=== EXERCISE DATA ===

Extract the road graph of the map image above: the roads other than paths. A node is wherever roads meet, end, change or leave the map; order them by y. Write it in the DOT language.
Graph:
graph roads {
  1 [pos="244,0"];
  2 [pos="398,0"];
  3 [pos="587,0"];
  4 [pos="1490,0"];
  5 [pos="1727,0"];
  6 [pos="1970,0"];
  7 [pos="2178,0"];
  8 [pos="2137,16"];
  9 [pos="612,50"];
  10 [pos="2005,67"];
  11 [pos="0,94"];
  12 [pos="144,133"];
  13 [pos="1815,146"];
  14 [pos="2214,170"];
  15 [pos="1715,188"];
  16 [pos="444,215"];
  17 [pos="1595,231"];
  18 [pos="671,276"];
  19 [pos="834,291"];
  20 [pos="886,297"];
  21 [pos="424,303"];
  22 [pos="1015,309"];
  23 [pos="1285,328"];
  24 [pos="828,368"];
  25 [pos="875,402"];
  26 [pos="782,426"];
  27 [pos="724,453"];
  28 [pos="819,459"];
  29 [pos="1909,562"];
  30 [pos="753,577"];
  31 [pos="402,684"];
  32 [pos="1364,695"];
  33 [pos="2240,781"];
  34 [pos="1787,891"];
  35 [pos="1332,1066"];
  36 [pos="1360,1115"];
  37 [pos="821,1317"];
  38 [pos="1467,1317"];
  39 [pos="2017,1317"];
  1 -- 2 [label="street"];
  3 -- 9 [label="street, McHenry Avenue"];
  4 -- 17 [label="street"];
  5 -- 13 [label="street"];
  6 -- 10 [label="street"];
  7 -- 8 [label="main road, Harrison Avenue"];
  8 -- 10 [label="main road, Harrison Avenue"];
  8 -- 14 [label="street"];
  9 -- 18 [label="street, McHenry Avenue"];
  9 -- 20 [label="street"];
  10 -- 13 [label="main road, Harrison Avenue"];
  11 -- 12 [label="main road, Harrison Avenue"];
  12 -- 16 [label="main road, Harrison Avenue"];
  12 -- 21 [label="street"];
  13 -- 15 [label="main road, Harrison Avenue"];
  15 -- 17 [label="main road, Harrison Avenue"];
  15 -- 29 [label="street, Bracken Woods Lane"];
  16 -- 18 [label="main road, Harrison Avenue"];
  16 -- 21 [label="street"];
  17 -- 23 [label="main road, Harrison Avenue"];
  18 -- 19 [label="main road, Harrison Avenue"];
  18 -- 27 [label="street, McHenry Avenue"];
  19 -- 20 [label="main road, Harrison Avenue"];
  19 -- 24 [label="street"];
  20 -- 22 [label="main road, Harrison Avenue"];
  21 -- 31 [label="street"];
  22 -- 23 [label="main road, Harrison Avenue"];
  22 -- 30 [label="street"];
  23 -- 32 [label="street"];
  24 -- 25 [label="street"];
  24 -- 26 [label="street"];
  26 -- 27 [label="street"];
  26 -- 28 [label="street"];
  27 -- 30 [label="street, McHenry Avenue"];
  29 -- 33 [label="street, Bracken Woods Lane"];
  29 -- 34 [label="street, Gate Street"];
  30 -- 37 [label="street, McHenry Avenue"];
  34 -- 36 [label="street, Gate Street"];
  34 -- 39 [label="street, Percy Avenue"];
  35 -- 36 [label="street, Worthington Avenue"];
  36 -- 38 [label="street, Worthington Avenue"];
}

===

# THE PROBLEM:
Find each line above that contains "Woods", and copy those lines.

# YOUR RESPONSE:
  15 -- 29 [label="street, Bracken Woods Lane"];
  29 -- 33 [label="street, Bracken Woods Lane"];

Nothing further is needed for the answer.